Citizen Ed contributor and “Talk Dat Real Sh*t” co-host Nehemiah Frank was one of the chief organizers of the festival. He’s also a descendant of those whose lives and generational wealth were stolen in a single 18-hour period of violence 100 years ago. 

So MSNBC’s Tiffany Cross had Frank on her “The Cross Connection” to discuss the (intentionally) buried history of Black Wall Street to the need for reparations. Watch here.

When Frank moved back to his hometown of Tulsa in adulthood, he said the events of that day in 1921 were regularly described as a “riot,” but it was so much more, so he began the Black Wall Street Times in part to tell the real stories. 

“That wasn’t a riot, that was a massacre,” he told Cross. “Three-hundred Black people lost their lives.” 

And yet, Frank didn’t learn about this in a formal education setting until he was a legal adult. 

“I had not learned about the massacre until I was in college,” he said, which is why he is so adamant about the fight for reparations for survivors and descendants of not only the Tulsa Race Massacre but others like it throughout American history. 

“The city is responsible for the massacre,” Frank said because the names, addresses, and professions of massacre perpetrators are still available in university files of KKK members of the time. So Frank says it’s time for the city and the country as a whole to respond adequately to “our national shame.” 

After all, the city spent a century hiding this deadly attack. 
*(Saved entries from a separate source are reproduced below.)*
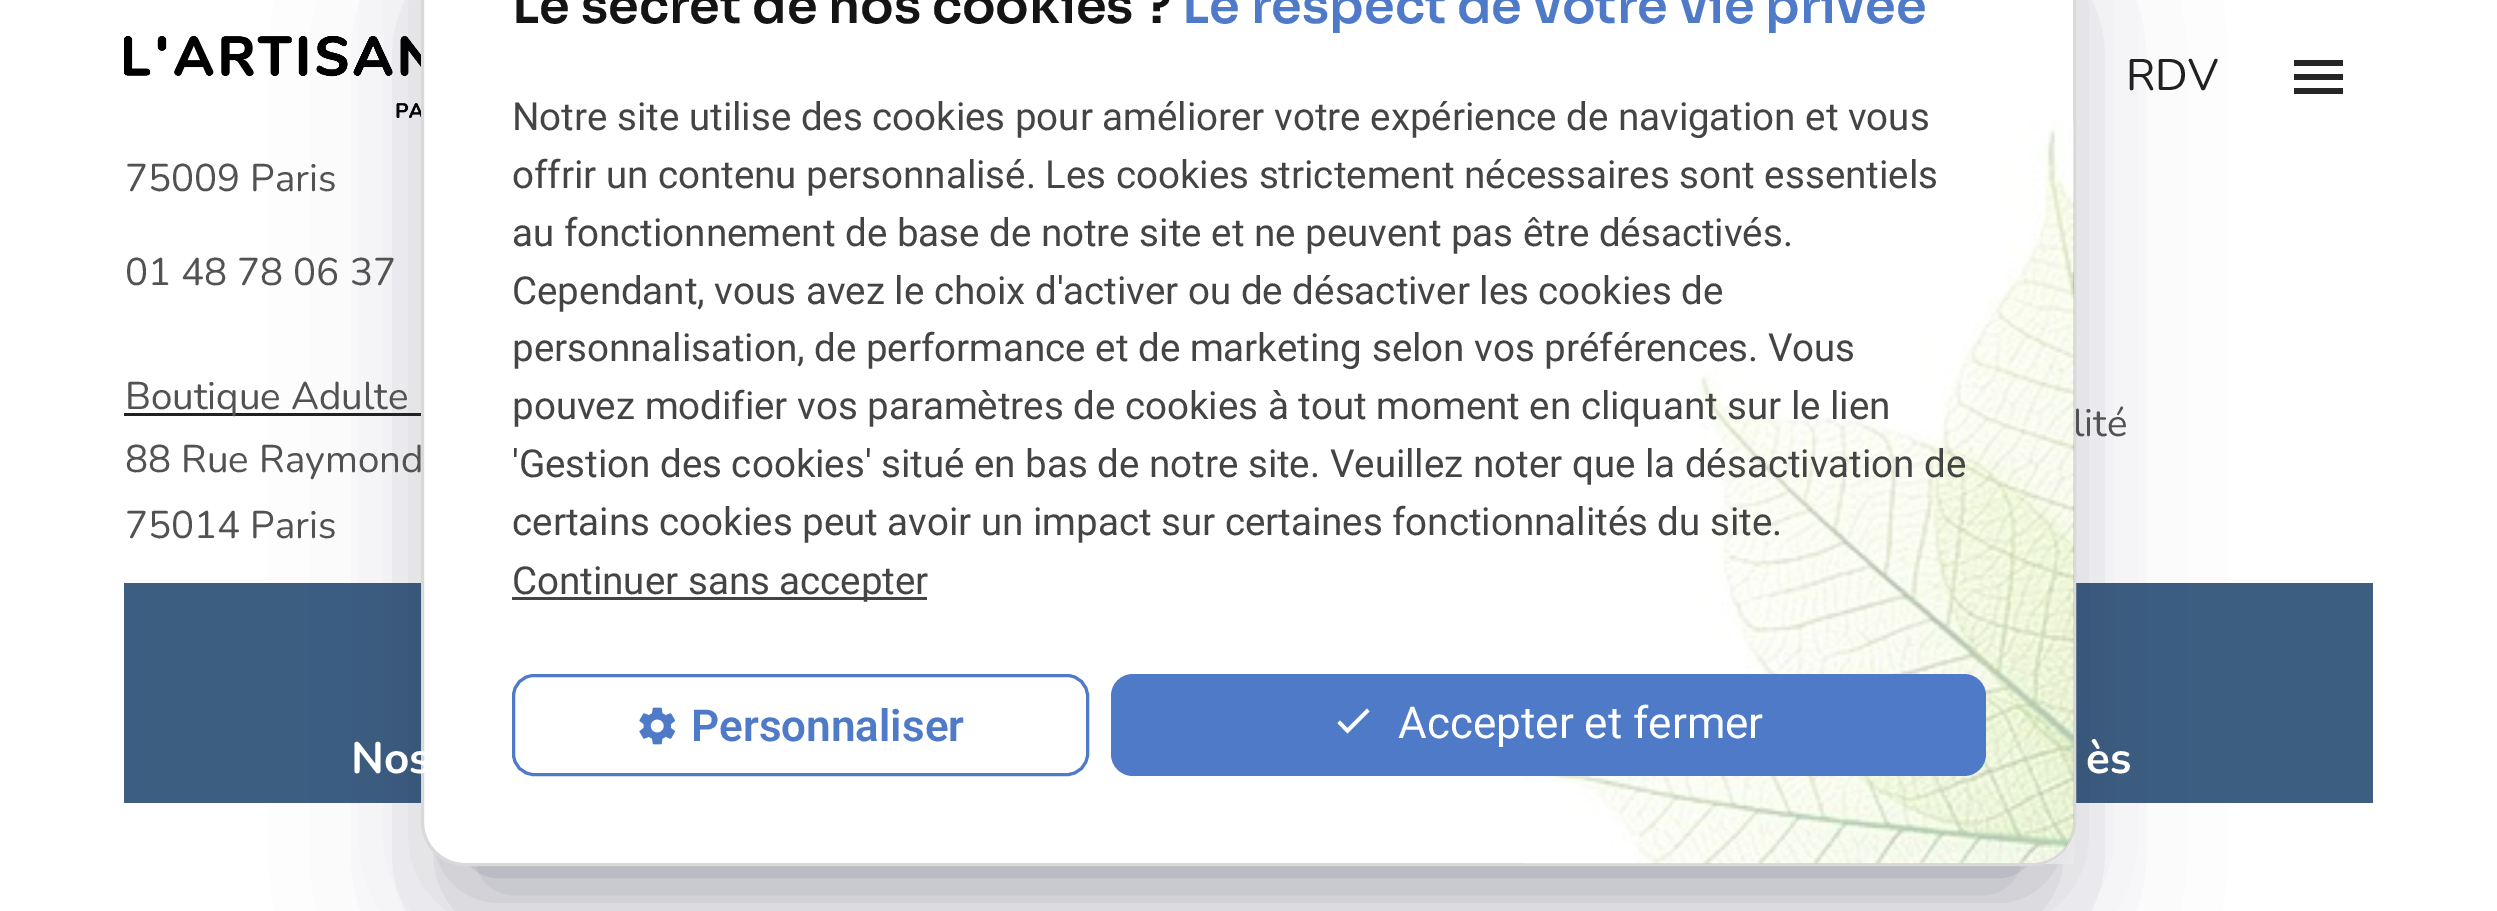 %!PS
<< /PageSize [2497 911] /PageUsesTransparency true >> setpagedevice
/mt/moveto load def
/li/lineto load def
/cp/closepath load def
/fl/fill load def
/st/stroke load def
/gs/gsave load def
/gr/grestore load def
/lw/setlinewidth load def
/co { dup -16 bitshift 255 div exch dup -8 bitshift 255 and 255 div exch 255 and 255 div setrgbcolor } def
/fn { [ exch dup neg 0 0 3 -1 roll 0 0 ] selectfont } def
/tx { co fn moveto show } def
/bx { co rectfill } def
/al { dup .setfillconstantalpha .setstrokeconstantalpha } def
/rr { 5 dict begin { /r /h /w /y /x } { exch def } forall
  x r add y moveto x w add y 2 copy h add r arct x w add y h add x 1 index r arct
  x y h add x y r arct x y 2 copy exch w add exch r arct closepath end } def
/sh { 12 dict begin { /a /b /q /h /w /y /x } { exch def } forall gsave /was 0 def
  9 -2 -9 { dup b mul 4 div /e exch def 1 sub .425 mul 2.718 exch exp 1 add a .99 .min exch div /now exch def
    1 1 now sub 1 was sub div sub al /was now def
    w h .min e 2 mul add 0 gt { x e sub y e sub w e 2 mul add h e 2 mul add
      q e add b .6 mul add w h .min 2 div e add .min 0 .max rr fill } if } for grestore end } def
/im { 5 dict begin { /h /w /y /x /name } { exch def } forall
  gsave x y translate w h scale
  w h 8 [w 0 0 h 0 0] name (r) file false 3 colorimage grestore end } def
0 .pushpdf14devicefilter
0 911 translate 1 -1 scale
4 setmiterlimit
0 0 2497 911 16#FFFFFF bx
(media/3.raw) 124 36 297 82 im
124 413 297 3 16#212121 bx
124 583 297 220 16#3B5E81 bx
2076 583 297 220 16#3B5E81 bx
16#000000 co
470 -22 1557 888 0 49.5 .3 sh
16#32325D co
454 -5 1589 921 11 82.5 .25 sh
16#FFFFFF co
422.5 -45.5 1652 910 42.5 rr gs fl gr
16#D9D9D9 co
3 lw
st
512 597 415 3 16#444444 bx
16#4E7AC7 co
513.5 675.5 574 99 20.5 rr st
(media/1.raw) 639 707 37 38 im
(media/2.raw) 1524 121 550 743 im
1111 674 875 102 22 rr fl
16#FFFFFF co
1347.5 728 mt 1367 708.5 li 1369.5 711.5 li 1347.5 733.5 li 1337.5 723 li 1340 720.5 li cp fl
16#262626 co
2294 60 mt 2343 60 li 2343 66 li 2294 66 li cp 2294 80 mt 2294 74 li 2343 74 li 2343 80 li cp 2294 94 mt 2294 88 li 2343 88 li 2343 94 li cp fl
(Le secret de nos cookies ?) 512 23 /Sora-SemiBold 49.5 16#141414 tx
(Le respect de votre vie privée) 1182 23 /Sora-SemiBold 49.5 16#4E7AC7 tx
(Notre site utilise des cookies pour améliorer votre expérience de navigation et vous) 512 130 /Roboto-Regular 38.5 16#444444 tx
(offrir un contenu personnalisé. Les cookies strictement nécessaires sont essentiels) 512 188 /Roboto-Regular 38.5 16#444444 tx
(au fonctionnement de base de notre site et ne peuvent pas être désactivés.) 512 246 /Roboto-Regular 38.5 16#444444 tx
(Cependant, vous avez le choix d'activer ou de désactiver les cookies de) 512 304 /Roboto-Regular 38.5 16#444444 tx
(personnalisation, de performance et de marketing selon vos préférences. Vous) 512 361 /Roboto-Regular 38.5 16#444444 tx
(pouvez modifier vos paramètres de cookies à tout moment en cliquant sur le lien) 512 419 /Roboto-Regular 38.5 16#444444 tx
('Gestion des cookies' situé en bas de notre site. Veuillez noter que la désactivation de) 512 477 /Roboto-Regular 38.5 16#444444 tx
(certains cookies peut avoir un impact sur certaines fonctionnalités du site.) 512 535 /Roboto-Regular 38.5 16#444444 tx
(Continuer sans accepter) 512 594 /Roboto-Regular 38.5 16#444444 tx
(Personnaliser) 691 741 /Roboto-SemiBold 44 16#4E7AC7 tx
(Accepter et fermer) 1398 738 /Roboto-Regular 44 16#FFFFFF tx
(RDV) 2126 90 /Nunito-Regular 44 16#212121 tx
(75009 Paris) 125 191 /Nunito-Regular 38.5 16#525252 tx
(01 48 78 06 37) 125 285 /Nunito-Regular 38.5 16#525252 tx
(Boutique Adulte) 125 409 /Nunito-Regular 38.5 16#525252 tx
(88 Rue Raymond) 125 472 /Nunito-Regular 38.5 16#525252 tx
(75014 Paris) 125 538 /Nunito-Regular 38.5 16#525252 tx
(lité) 2073 436 /Nunito-Regular 38.5 16#525252 tx
(Nos) 351 773 /Nunito-Bold 44 16#FFFFFF tx
(ès) 2086 773 /Nunito-Bold 44 16#FFFFFF tx
.poppdf14devicefilter showpage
“We never learned about it is because why would our enemies want to teach the children of greatness, right?” Frank said. “Why would they want to teach them how great they can become once again?”

For more information about the massacre, there is a feature-length NBC documentary called “Blood on Black Wall Street,” which you can watch on their website.

CNN also produced a documentary on the massacre called “Dreamland.”

BWST Was Everywhere In Tulsa Over the Weekend

Seriously, check out all the eyeballs that were directed to this long-obscured piece of hard truth about America, and about the current issues harming Black and brown communities today. 

The Black Wall Street Times hosted a Black Lives Matter panel discussion featuring family members of those gunned down by police. 

They honored the victims whose identities were never learned. 

They reiterated the power of Black-owned media to give Black people the power over their own stories they often lack in American history.